Maintenant je suis beaucoup plus méfiante quand je me déplace, je ne peux plus sortir sans cette minuscule arme dans ma poche et je dévisage constamment les gens avant de rentrer dans un métro.»

Aline, 32 ans, responsable communication

«Alors âgée de 19 ans, je suis dans le métro vers la station Ranelagh ou Jasmin, il est un peu tard (22 heures), je vais chez une amie. Le métro est assez vide et je rêvasse à moitié. Je suis assise sur un strapontin pour avoir de la place pour les jambes. Je sais qu’un homme est assis sur le strapontin en face de moi mais je lui prête pas vraiment attention. Puis je me rends compte qu’il me fixe, je le regarde dans les yeux, il me sourit, il est bien plus vieux. Et je vois que son bras droit est très agité. En baissant le regard, je constate qu’il se donne du plaisir (et qu’il en a…). Toujours ses yeux qui me fixent. Je ne sais pas trop quoi faire, jusqu’au moment où il s’apprête carrément à ouvrir son pantalon. Là je me lève et je descends. Ce n’est pas ma station du tout mais il m’a glacé le sang car je me suis dis que ça devait faire un moment qu’il me regardait en se caressant.

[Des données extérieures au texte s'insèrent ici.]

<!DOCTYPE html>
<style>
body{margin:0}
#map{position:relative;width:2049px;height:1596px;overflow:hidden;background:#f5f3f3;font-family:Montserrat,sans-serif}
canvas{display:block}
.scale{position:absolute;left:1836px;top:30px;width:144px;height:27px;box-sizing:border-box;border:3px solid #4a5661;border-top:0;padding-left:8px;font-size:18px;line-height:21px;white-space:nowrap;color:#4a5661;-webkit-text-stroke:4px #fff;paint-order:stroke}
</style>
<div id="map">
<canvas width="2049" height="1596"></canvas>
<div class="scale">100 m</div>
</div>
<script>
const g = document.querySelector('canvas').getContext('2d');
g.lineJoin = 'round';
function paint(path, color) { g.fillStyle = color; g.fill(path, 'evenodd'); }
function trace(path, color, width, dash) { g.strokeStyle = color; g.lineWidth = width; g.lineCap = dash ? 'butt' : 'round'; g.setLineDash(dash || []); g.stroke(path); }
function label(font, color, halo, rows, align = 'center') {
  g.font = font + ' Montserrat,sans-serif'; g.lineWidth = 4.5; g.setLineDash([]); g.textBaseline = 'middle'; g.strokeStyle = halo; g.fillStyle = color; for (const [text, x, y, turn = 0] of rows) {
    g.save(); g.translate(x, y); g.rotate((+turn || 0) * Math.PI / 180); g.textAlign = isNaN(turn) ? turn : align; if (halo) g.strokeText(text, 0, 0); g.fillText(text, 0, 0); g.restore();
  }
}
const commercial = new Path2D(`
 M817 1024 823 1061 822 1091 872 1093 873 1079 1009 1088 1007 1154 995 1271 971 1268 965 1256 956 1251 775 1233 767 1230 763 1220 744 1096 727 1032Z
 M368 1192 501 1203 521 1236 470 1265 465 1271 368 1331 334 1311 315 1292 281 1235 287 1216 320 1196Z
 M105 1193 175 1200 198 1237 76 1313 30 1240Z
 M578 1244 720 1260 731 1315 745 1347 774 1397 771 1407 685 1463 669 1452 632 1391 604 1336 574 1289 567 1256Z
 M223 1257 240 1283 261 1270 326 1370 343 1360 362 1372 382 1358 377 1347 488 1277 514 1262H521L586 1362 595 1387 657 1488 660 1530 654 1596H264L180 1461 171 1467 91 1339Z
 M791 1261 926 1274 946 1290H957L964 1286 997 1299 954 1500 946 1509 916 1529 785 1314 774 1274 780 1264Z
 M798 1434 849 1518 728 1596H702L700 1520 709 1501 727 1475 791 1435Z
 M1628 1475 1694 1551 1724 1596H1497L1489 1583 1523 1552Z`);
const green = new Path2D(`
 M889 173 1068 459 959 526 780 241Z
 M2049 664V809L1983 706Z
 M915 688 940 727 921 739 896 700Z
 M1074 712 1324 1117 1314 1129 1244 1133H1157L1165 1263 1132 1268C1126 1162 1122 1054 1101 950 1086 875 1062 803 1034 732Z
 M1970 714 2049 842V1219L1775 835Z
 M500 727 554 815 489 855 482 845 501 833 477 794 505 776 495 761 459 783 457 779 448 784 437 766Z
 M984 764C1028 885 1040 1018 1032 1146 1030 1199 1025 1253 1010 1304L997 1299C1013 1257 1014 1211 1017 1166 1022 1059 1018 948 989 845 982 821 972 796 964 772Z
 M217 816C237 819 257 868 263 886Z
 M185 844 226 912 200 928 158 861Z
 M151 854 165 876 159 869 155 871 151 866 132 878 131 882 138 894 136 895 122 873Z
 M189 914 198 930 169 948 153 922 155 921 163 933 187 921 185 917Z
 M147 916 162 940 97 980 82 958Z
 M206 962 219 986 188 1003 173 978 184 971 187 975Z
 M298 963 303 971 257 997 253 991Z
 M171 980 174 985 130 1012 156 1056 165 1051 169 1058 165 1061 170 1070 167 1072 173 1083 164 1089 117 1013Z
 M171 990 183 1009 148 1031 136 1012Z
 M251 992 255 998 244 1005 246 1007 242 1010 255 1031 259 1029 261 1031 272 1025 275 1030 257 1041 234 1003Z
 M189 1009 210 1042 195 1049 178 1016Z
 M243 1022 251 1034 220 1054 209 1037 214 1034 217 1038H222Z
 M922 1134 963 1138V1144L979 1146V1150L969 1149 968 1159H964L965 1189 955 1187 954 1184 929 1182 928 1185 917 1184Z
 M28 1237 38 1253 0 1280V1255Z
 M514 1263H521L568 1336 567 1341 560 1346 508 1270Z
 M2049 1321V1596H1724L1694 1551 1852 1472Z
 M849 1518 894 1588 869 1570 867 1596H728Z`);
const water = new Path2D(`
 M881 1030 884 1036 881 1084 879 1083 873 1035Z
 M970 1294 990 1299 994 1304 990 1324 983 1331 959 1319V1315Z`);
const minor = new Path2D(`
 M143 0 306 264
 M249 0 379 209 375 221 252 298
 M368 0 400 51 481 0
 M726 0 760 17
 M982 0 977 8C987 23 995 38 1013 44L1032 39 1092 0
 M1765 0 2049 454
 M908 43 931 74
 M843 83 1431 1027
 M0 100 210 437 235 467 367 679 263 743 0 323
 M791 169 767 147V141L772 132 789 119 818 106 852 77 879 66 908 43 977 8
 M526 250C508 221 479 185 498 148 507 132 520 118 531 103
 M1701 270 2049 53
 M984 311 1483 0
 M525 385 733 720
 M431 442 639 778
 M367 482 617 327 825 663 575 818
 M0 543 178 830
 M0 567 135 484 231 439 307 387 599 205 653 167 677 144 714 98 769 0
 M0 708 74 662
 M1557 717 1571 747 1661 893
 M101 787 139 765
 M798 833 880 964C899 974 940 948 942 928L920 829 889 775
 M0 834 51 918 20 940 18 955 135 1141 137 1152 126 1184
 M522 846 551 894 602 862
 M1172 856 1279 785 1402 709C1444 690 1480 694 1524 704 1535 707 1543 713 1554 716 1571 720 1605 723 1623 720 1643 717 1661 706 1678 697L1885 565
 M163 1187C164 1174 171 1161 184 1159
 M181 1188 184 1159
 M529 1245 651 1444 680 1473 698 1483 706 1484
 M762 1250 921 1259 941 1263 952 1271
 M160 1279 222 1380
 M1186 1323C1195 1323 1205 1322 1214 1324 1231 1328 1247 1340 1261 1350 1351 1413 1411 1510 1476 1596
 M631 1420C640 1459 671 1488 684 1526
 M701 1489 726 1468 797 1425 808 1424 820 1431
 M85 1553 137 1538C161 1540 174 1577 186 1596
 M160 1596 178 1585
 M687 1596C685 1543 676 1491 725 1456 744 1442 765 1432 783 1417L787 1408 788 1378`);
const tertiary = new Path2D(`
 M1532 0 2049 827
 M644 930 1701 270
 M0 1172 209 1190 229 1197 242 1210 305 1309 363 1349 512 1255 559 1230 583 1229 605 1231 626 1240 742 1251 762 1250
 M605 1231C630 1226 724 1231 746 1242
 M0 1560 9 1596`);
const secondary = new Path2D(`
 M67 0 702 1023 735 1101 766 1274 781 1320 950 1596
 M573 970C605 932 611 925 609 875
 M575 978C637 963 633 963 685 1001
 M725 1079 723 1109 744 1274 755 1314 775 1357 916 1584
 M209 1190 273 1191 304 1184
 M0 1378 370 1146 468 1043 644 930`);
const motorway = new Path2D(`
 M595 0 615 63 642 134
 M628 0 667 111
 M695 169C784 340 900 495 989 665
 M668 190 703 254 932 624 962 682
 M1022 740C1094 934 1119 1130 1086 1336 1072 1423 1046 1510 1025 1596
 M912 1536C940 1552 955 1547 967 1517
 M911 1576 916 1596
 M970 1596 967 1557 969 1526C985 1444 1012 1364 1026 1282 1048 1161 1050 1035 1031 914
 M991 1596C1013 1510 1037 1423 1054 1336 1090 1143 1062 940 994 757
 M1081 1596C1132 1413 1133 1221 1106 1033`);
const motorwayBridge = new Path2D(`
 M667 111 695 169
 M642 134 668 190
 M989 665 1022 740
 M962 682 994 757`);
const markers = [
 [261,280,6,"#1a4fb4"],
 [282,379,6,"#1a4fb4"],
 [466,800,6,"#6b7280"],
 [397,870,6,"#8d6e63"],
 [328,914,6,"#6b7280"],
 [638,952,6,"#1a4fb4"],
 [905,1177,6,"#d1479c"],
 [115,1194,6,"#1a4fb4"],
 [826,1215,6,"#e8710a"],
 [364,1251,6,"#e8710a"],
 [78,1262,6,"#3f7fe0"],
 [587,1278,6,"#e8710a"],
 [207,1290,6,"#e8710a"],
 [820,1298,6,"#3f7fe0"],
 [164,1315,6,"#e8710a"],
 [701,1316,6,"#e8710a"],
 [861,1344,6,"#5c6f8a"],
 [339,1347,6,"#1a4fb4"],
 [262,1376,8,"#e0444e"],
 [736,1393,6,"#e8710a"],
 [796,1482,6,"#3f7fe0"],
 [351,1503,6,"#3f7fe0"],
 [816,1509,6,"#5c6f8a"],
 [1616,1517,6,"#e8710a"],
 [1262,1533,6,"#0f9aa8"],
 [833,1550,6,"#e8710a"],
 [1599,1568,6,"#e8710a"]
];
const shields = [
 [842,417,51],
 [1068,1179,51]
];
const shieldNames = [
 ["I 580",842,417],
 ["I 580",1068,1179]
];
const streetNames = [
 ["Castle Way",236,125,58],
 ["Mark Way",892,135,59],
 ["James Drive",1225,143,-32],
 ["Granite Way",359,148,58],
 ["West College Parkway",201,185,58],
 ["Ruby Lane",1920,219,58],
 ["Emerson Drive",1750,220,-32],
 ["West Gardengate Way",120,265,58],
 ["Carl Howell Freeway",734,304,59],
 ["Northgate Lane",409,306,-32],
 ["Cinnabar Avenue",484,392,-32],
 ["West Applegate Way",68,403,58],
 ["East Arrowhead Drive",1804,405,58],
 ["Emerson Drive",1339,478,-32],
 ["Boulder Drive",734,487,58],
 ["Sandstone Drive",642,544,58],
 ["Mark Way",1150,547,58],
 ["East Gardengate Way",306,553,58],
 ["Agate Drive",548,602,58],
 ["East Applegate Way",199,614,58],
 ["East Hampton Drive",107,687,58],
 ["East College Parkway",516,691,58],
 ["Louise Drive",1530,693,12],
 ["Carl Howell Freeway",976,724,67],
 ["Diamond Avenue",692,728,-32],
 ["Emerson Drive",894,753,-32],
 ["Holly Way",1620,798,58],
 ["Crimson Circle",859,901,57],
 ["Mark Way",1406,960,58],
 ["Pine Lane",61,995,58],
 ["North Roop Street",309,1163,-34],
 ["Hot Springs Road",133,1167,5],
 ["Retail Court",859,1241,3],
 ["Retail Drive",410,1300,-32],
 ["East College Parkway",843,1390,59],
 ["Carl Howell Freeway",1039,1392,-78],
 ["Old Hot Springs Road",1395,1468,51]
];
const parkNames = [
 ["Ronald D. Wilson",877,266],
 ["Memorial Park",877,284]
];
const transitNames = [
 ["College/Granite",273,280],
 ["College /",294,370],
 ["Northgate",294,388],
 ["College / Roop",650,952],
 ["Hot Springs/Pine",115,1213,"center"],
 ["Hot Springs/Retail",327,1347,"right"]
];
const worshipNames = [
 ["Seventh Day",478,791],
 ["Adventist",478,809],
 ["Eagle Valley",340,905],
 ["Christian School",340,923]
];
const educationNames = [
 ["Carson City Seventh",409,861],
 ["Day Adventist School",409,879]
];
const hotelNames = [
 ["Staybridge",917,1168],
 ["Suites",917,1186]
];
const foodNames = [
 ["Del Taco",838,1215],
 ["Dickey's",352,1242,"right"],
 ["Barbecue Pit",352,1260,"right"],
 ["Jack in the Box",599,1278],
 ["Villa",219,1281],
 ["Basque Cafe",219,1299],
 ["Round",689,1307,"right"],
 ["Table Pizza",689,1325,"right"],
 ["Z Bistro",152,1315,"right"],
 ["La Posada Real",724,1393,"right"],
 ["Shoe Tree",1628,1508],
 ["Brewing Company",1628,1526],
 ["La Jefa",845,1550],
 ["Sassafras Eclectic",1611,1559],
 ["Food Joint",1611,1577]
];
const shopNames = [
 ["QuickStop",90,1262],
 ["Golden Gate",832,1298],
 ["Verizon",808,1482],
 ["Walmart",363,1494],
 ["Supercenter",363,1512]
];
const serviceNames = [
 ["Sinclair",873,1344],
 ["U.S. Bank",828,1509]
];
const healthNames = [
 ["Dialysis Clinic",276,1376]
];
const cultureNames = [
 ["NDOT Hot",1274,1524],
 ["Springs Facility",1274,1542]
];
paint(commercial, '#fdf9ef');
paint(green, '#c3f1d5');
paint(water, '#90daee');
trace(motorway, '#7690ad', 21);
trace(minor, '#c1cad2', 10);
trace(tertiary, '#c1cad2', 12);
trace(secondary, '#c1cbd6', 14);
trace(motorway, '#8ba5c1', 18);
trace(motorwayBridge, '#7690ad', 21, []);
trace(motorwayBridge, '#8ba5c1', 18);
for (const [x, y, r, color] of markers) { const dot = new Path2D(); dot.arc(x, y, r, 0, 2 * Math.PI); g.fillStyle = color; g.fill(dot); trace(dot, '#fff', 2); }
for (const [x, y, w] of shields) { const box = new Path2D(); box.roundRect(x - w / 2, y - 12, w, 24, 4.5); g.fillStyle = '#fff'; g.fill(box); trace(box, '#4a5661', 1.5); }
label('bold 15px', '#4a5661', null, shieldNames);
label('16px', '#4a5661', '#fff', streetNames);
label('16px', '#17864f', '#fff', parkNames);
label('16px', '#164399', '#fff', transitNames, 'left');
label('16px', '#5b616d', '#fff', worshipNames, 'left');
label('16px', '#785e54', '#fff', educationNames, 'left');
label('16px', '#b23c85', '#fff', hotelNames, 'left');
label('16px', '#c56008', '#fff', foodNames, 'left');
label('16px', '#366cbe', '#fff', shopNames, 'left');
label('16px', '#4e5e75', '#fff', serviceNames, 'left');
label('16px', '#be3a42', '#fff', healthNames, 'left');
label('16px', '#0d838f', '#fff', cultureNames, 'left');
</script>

Ensuite, si j’ai pu reprendre le métro facilement, c’est parce que je n’ai pas eu le choix, j’en avais besoin pour aller en cours, puis maintenant pour aller travailler… Mais par contre, je me suis mise à regarder tout le monde. Systématiquement, si je dois m’asseoir, j’essaie de me mettre à côté d’une femme ou d’une famille pour me sentir plus en sécurité. Et j’évite de le prendre seule tard le soir.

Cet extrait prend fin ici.